Se traslada desde la capital, Luanda, hasta el santuario mariano de Muxima, un lugar simbólico de los sufrimientos de Africa porque aquí, hace cuatro siglos, se redistribuían los esclavos. La Iglesia también fue cómplice, bautizándolos forzosamente antes de que fueran embarcados hacia las Américas.
Pero es en la oración del "Regina Coeli", recitada en Kilamba, una ciudad construida íntegramente por chinos -otro signo de la nueva Africa donde nuevas potencias echaron raíces desde hace años- que reitera su llamado a la paz.
Primero manifiesta toda su condena por "la reciente intensificación de los ataques contra Ucrania, que siguen afectando también a la población civil. Expreso mi cercanía a todos los que sufren y aseguro mis oraciones por todo el pueblo ucraniano. Reitero el llamado a que las armas callen y continúe el diálogo".
Luego mira hacia Medio Oriente alentando los procesos de diálogo: "La tregua anunciada en Líbano es motivo de esperanza, un signo de alivio para el pueblo libanés y para el Levante. Animo a quienes se comprometieron en una solución diplomática a continuar las conversaciones de paz, para que el fin de las hostilidades en todo Medio Oriente sea permanente", añadió.
En Angola, por todas partes hay una multitud festiva, los canales de televisión locales no transmiten otra cosa que la visita del Pontífice, los fieles lo esperan durante horas bajo el sol.
En el santuario mariano de Muxima, los jóvenes instalaron tiendas por todos lados. Están aquí desde hace días para asegurarse de poder ver al Papa de Roma. Y es precisamente a los jóvenes a quienes León XIV se dirige al encomendarles "un gran proyecto: construir un mundo mejor, acogedor, donde ya no haya guerras, ni injusticias, ni pobreza, ni deshonestidad".
En un país como Angola, de belleza sobrecogedora y con grandes yacimientos de petróleo y diamantes, hay quienes disfrutan de la "Saint-Tropez" africana, con su paseo marítimo lleno de locales de moda, y quienes ni siquiera tienen agua potable. Los rascacielos de Luanda apenas logran ocultar los barrios marginales con chabolas de lámina.

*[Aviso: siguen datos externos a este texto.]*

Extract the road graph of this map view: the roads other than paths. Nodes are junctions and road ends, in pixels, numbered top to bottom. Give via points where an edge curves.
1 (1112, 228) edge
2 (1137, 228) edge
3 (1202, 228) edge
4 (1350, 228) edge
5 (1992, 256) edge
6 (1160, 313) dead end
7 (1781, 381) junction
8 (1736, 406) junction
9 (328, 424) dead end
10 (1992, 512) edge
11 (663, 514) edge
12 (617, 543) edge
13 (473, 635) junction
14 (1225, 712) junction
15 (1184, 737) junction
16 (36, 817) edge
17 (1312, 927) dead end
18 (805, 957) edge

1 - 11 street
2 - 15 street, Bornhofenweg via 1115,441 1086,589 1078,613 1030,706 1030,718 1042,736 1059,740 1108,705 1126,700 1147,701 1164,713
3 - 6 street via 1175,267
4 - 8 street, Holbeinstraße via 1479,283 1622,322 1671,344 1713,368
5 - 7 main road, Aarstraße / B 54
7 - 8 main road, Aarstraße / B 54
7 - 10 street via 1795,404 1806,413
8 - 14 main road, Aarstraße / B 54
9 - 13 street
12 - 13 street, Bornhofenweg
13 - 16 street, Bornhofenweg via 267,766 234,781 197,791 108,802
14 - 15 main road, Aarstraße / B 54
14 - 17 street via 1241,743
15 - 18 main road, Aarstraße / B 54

Y el Papa no podía dejar de lanzar un mensaje contra estas profundas desigualdades, entre las más amplias en Africa y en el mundo.

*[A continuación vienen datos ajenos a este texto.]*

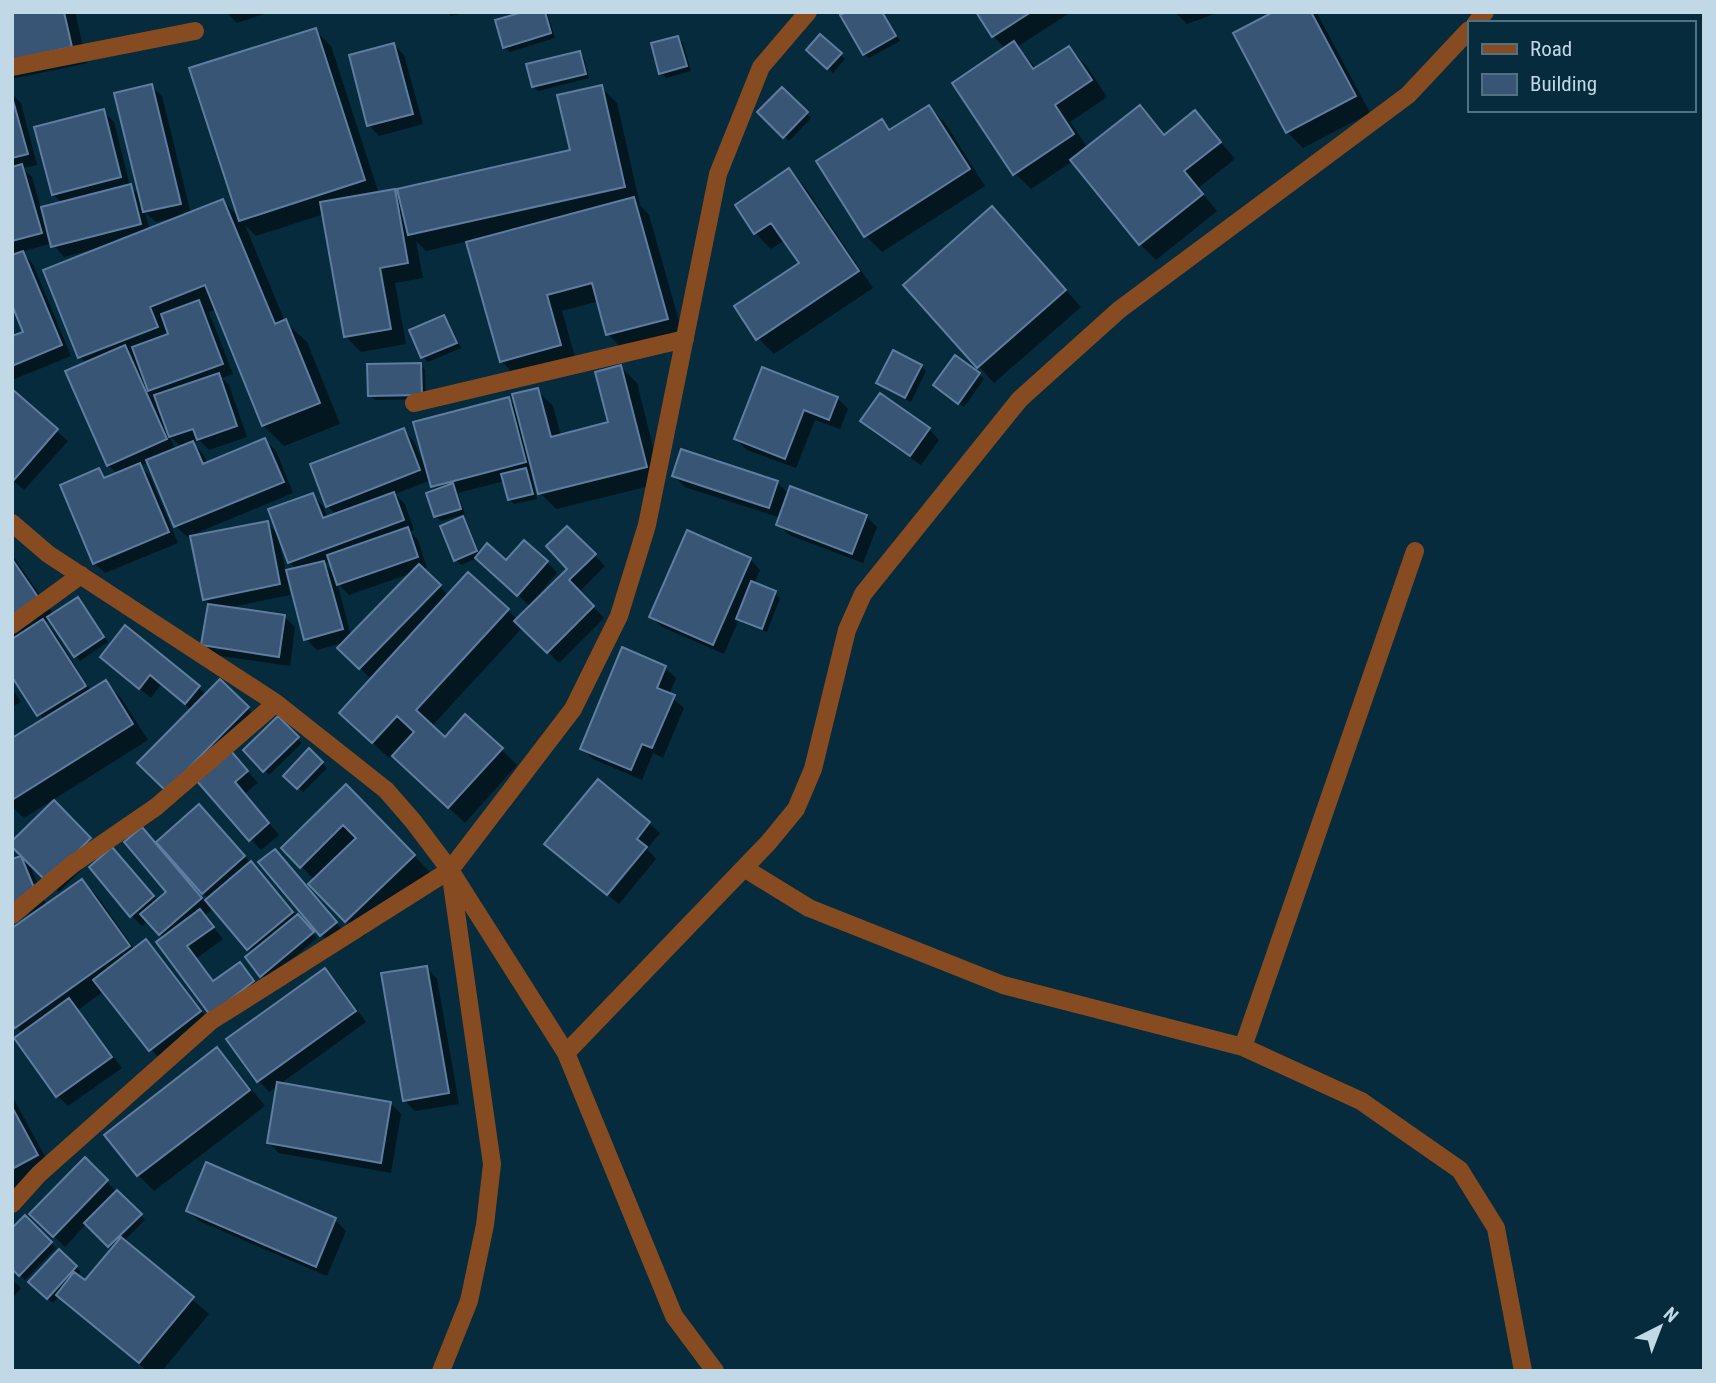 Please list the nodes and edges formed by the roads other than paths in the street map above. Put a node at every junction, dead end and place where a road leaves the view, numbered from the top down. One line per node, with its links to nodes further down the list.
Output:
1 (807, 12): 5 (street)
2 (195, 31): 4 (street)
3 (1468, 31): 12 (street)
4 (12, 67)
5 (685, 340): 6 (street); 13 (street)
6 (414, 403)
7 (12, 523): 9 (street)
8 (1415, 551): 15 (street)
9 (80, 575): 10 (street); 11 (street)
10 (12, 625)
11 (276, 703): 13 (street); 14 (street)
12 (744, 868): 15 (street); 16 (street)
13 (450, 870): 16 (street); 17 (street); 18 (street)
14 (12, 915)
15 (1243, 1047): 20 (street)
16 (566, 1053): 19 (street)
17 (12, 1204)
18 (441, 1371)
19 (715, 1371)
20 (1523, 1371) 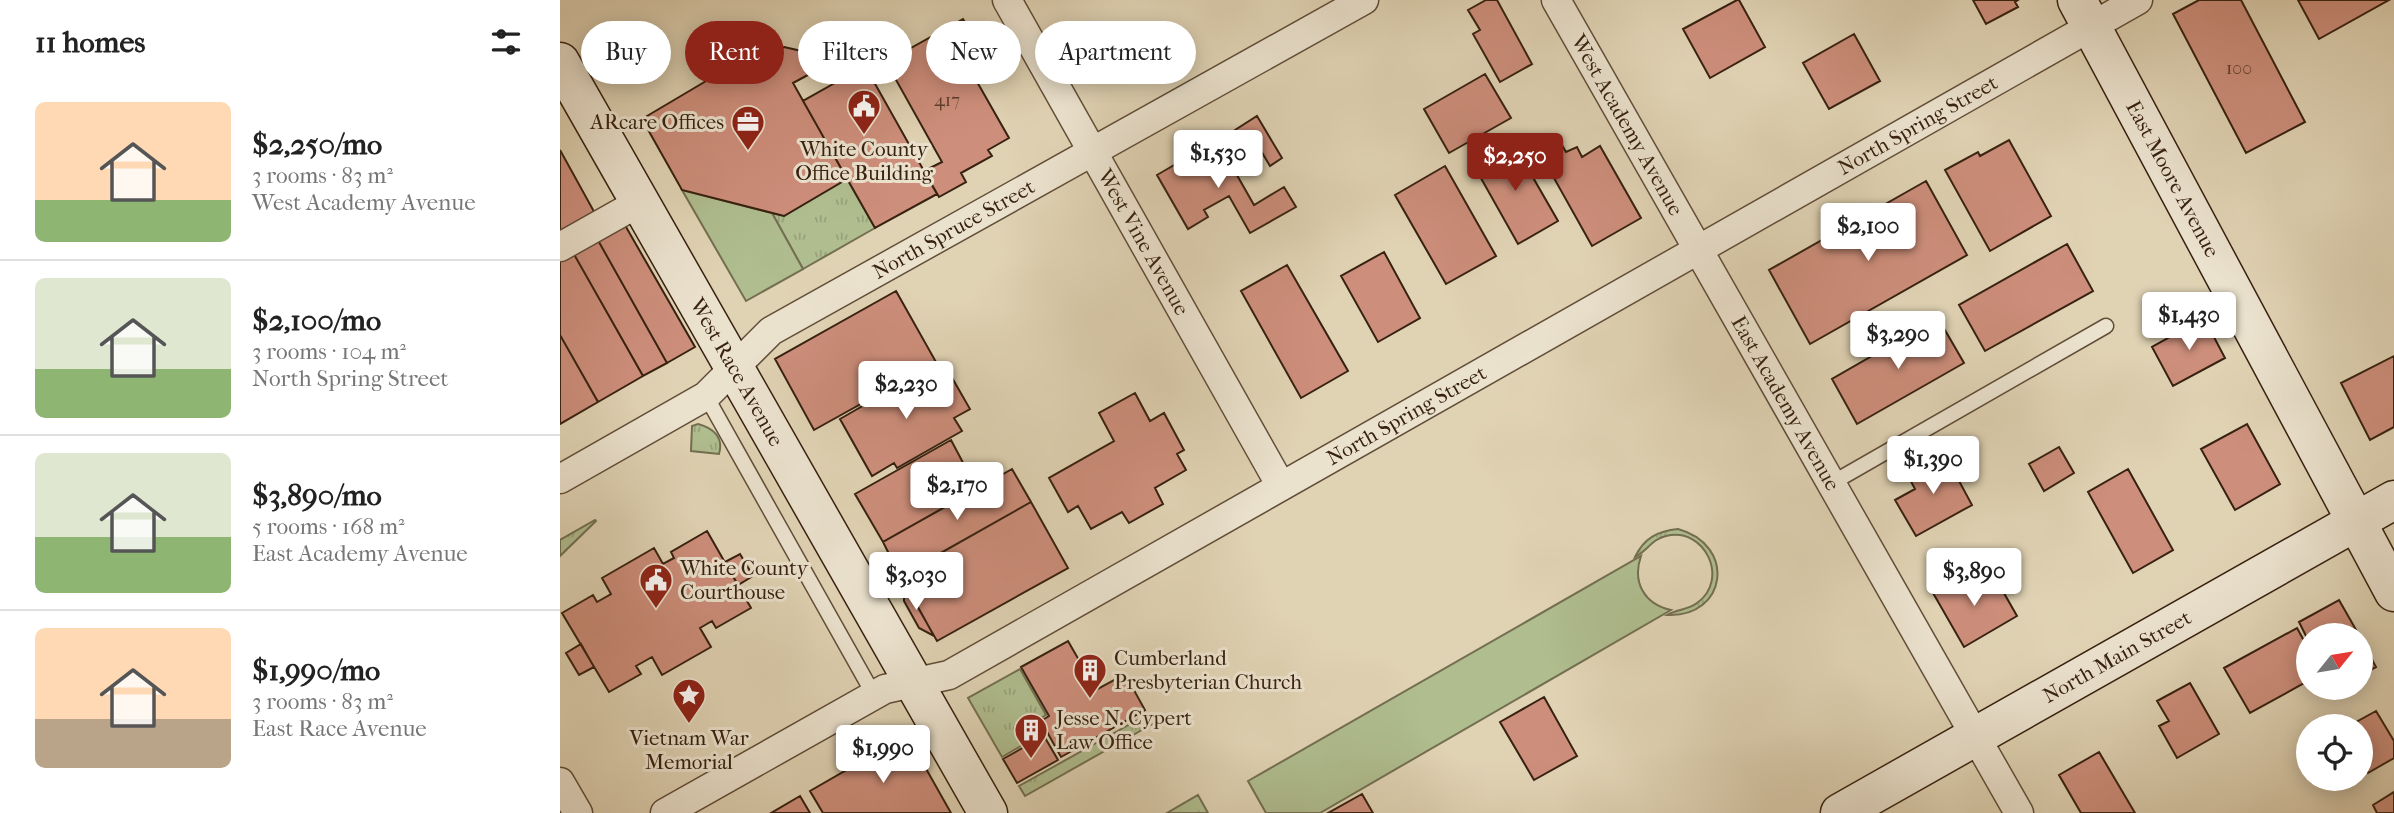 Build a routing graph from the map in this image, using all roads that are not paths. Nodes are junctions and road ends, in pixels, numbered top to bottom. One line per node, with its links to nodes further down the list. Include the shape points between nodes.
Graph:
1 (1007, 0): 7 (street, West Vine Avenue)
2 (1364, 0): 7 (street, North Spruce Street)
3 (1556, 0): 10 (street, West Academy Avenue)
4 (2138, 0): 5 (street, North Spring Street)
5 (2084, 13): 10 (street, North Spring Street); 18 (street, East Moore Avenue)
6 (560, 62): 8 (street, West Race Avenue)
7 (1092, 150): 12 (street, North Spruce Street, via 771,331); 16 (street, West Vine Avenue)
8 (640, 202): 9 (street); 12 (street, West Race Avenue)
9 (560, 247)
10 (1699, 248): 15 (street, East Academy Avenue); 16 (street, North Spring Street)
11 (2106, 326): 15 (lane)
12 (734, 367): 13 (street, North Spruce Street); 20 (street, West Race Avenue)
13 (706, 396): 14 (street, North Spruce Street); 21 (lane)
14 (560, 479)
15 (1832, 483): 22 (street, East Academy Avenue)
16 (1281, 486): 20 (street, North Spring Street, via 949,674)
17 (2394, 500): 18 (street, North Main Street)
18 (2356, 520): 19 (street, East Moore Avenue); 22 (street, North Main Street)
19 (2394, 592)
20 (914, 682): 21 (street, North Spring Street); 26 (street, West Race Avenue)
21 (874, 695): 25 (street, North Spring Street)
22 (1976, 737): 27 (street, North Main Street); 28 (street, East Academy Avenue)
23 (560, 782): 24 (street)
24 (578, 813)
25 (665, 813)
26 (988, 813)
27 (1840, 813)
28 (2019, 813)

"La historia de su país, las consecuencias todavía difíciles que soportan, los problemas sociales y económicos y las diversas formas de pobreza claman por la presencia de una Iglesia que sabe acompañar en el camino y sabe recoger el grito de sus hijos".

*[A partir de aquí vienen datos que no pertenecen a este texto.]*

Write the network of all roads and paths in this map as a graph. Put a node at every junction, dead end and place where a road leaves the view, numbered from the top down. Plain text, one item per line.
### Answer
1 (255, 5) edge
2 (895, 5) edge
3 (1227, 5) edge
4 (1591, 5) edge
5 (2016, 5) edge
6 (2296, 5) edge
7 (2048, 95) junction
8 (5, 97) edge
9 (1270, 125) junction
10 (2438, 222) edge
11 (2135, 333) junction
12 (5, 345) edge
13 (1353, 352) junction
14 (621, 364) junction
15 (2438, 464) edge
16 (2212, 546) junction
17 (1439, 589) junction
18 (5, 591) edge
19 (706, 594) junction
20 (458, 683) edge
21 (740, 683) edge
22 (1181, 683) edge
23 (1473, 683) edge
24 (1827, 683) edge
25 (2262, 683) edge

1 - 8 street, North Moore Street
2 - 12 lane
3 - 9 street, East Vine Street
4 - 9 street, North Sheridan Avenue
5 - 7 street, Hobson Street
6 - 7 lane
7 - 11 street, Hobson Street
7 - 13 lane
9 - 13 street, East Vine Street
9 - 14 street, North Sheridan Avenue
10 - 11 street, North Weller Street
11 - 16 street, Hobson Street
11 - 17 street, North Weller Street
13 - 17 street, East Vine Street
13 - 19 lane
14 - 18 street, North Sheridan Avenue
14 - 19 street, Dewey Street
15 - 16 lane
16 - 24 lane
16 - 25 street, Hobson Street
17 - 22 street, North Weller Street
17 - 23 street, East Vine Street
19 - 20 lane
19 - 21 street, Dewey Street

Entonces es posible "construir un país donde se superen para siempre las viejas divisiones, donde desaparezcan el odio y la violencia, donde la plaga de la corrupción sea curada por una nueva cultura de justicia y de compartir".
E invita a todos a "prometer" esforzarse "sin medida para que a nadie le falte el amor, y con él lo necesario para vivir dignamente y ser feliz: para que quien tenga hambre tenga qué comer, para que todos los enfermos puedan recibir los cuidados necesarios, para que a los niños se les garantice una educación adecuada, para que los ancianos vivan serenamente los años de su madurez".